E infatti, per celebrare i quarant’anni dalla pubblicazione di un suo album fondamentale “La vita è adesso” eccolo che ritorna in pista con un nuovo disco che ripropone l’album celebrato ricantato e risuonato dal vivo in studio.
L’album, al tempo, fu atteso come conferma dell’evoluzione umana e artistica del cantautore di Centocelle suggellata dal precedente “Strada facendo” e le attese non vennero deluse: c’era uno sguardo sempre più profondamente curioso su una umanità che viveva la realtà quotidiana, con almeno tre “picchi” poetici: “La vita è adesso” canzone” inno” che continua il tema del viaggio “esistenziale”, “E adesso la pubblicità”, l’invadenza televisiva nei rapporti famigliari (oggi si parlerebbe del ruolo invasivo dei social) e “Uomini persi”, un originale sguardo su terrorismo e chi organizza l’industria bellica per i propri guadagni, tema più attuale che mai.
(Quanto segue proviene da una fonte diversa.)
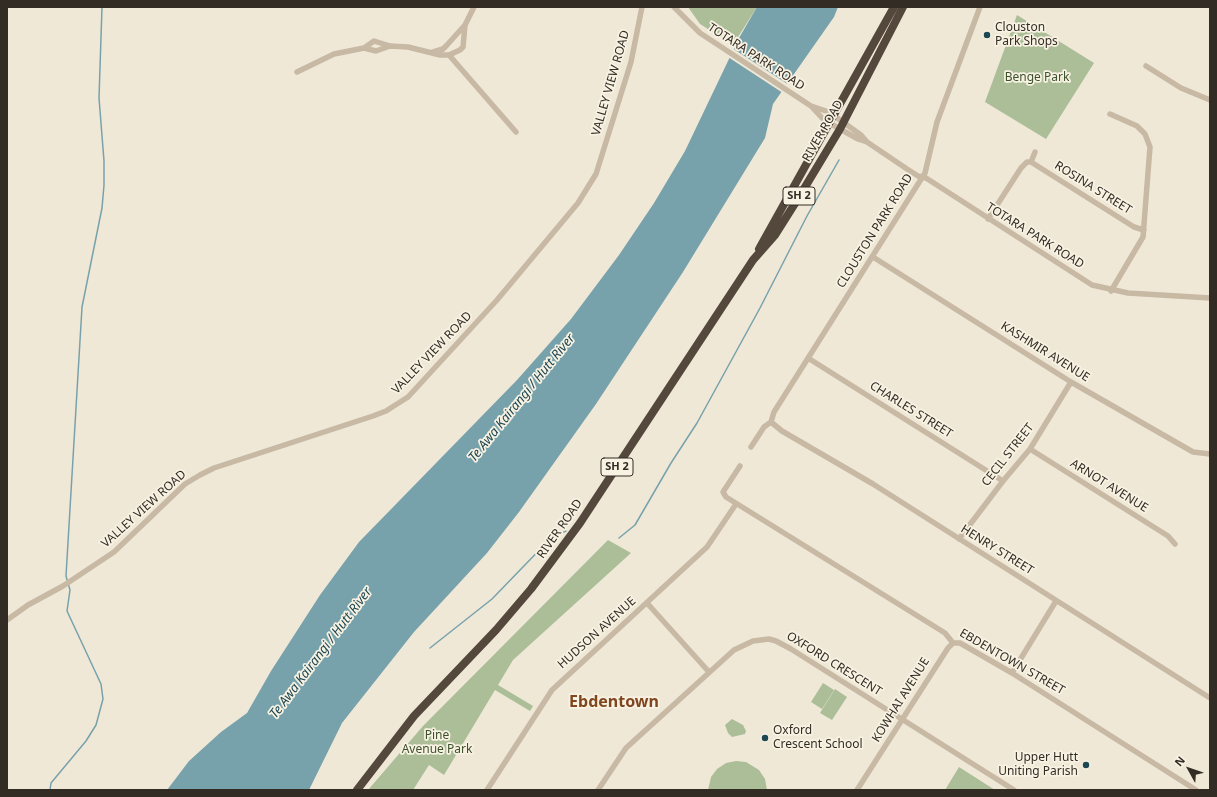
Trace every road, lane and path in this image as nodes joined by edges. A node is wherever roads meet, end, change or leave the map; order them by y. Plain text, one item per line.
1 (474, 7) edge
2 (642, 7) edge
3 (674, 7) edge
4 (894, 7) edge
5 (903, 7) edge
6 (980, 7) edge
7 (465, 25) junction
8 (390, 46) junction
9 (364, 48) junction
10 (431, 52) junction
11 (449, 55) junction
12 (1146, 66) dead end
13 (297, 72) dead end
14 (1210, 100) edge
15 (811, 106) junction
16 (1110, 114) dead end
17 (834, 116) junction
18 (843, 121) junction
19 (830, 123) junction
20 (840, 129) junction
21 (516, 132) dead end
22 (867, 142) junction
23 (1035, 152) dead end
24 (1031, 162) junction
25 (922, 177) junction
26 (988, 219) junction
27 (1144, 230) junction
28 (873, 257) junction
29 (753, 260) junction
30 (1111, 290) junction
31 (1210, 298) edge
32 (808, 358) junction
33 (1072, 382) junction
34 (771, 422) junction
35 (751, 447) dead end
36 (1030, 449) junction
37 (1210, 454) edge
38 (740, 466) dead end
39 (1003, 480) junction
40 (736, 504) junction
41 (959, 539) junction
42 (1175, 544) dead end
43 (1056, 601) junction
44 (646, 603) junction
45 (7, 620) edge
46 (953, 643) junction
47 (709, 672) junction
48 (1012, 673) junction
49 (1210, 698) edge
50 (902, 720) junction
51 (357, 790) edge
52 (487, 790) edge
53 (598, 790) edge
54 (857, 790) edge
55 (1014, 790) edge
56 (1196, 790) edge

1 - 7 street
2 - 45 street, VALLEY VIEW ROAD
3 - 15 street, TOTARA PARK ROAD
4 - 17 highway, RIVER ROAD / SH 2
5 - 18 highway, RIVER ROAD / SH 2
6 - 25 street, CLOUSTON PARK ROAD
7 - 10 street
7 - 11 street
8 - 9 street
8 - 9 street
8 - 10 street
9 - 13 street
10 - 11 street
11 - 21 street
12 - 14 street
15 - 17 street, TOTARA PARK ROAD
15 - 19 street, TOTARA PARK ROAD
16 - 27 street
17 - 18 street, TOTARA PARK ROAD
17 - 19 highway, RIVER ROAD / SH 2
18 - 20 highway, RIVER ROAD / SH 2
18 - 22 street, TOTARA PARK ROAD
19 - 20 street, TOTARA PARK ROAD
19 - 29 highway, RIVER ROAD / SH 2
20 - 22 street, TOTARA PARK ROAD
20 - 29 highway, RIVER ROAD / SH 2
22 - 25 street, TOTARA PARK ROAD
23 - 24 street
24 - 26 street
24 - 27 street, ROSINA STREET
25 - 26 street, TOTARA PARK ROAD
25 - 28 street, CLOUSTON PARK ROAD
26 - 30 street, TOTARA PARK ROAD
27 - 30 street
28 - 32 street, CLOUSTON PARK ROAD
28 - 33 street, KASHMIR AVENUE
29 - 51 highway, RIVER ROAD / SH 2
30 - 31 street, TOTARA PARK ROAD
32 - 34 street, CLOUSTON PARK ROAD
32 - 39 street, CHARLES STREET
33 - 36 street, CECIL STREET
33 - 37 street, KASHMIR AVENUE
34 - 35 street, CLOUSTON PARK ROAD
34 - 41 street, HENRY STREET
36 - 39 street, CECIL STREET
36 - 42 street, ARNOT AVENUE
38 - 40 street, EBDENTOWN STREET
39 - 41 street, CECIL STREET
40 - 44 street, HUDSON AVENUE
40 - 46 street, EBDENTOWN STREET
41 - 43 street, HENRY STREET
43 - 48 street
43 - 49 street, HENRY STREET
44 - 47 street
44 - 52 street, HUDSON AVENUE
46 - 48 street, EBDENTOWN STREET
46 - 50 street, KOWHAI AVENUE
47 - 50 street, OXFORD CRESCENT
47 - 53 street, OXFORD CRESCENT
48 - 56 street, EBDENTOWN STREET
50 - 54 street, KOWHAI AVENUE
50 - 55 street, OXFORD CRESCENT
Se nel 1985 l’arrangiamento orchestrale era affidato agli archi della “London Symphony Orchestra” capitanati dall’allora emergente Celso Valli, nelle nuove versioni l’uso rock dei fiati sembra avere come riferimento l’ultima versione della E-Street Band, immaginando un Baglioni nel ruolo del Boss Springsteen.
C’è chi ha definito i nuovi arrangiamenti “muscolari” e qui lo riaffermiamo convinti: 21 musicisti pronti a seguire il “capo” in una rilettura scintillante e “rock” di canzoni non segnate da 40 anni di esistenza. Una sezione di scalpitanti fiati onnipresente, chitarre funky, una batteria volitiva, violini quanto basta, un coro di pudico “sostegno” e, soprattutto la voce di Baglioni in forma smagliante e udibile distintamente sopra la bagarre orchestrale.
E tutto live!
Insomma, un ascolto che soddisferà i fan più storici e chi, abitando su Marte, non ha mai sentito questa pietra angolare del pop italiano (si può ben dire) d’autore.
Un collega di Baglioni, un maestro di umanità come Enzo Jannacci, di lui affermava: “Claudio ha questa grande capacità di trasformare in parole le immagini che gli arrivano dal mondo. E’ un poeta e musicista vero. Esprime una sofferenza che lui stesso ha provato, è una persona timida con l’attenzione ai timidi. E non ultimo canta molto bene”.
Oggi il cantautore romano confessa: “La verità è che ‘la vita è adesso’ come espressione, non basta. Va bene cogliere ogni momento, ma serve un fondale di sogno, l’aspirazione per qualcos’altro. Per me, questo sogno è essere curioso del giorno che verrà”.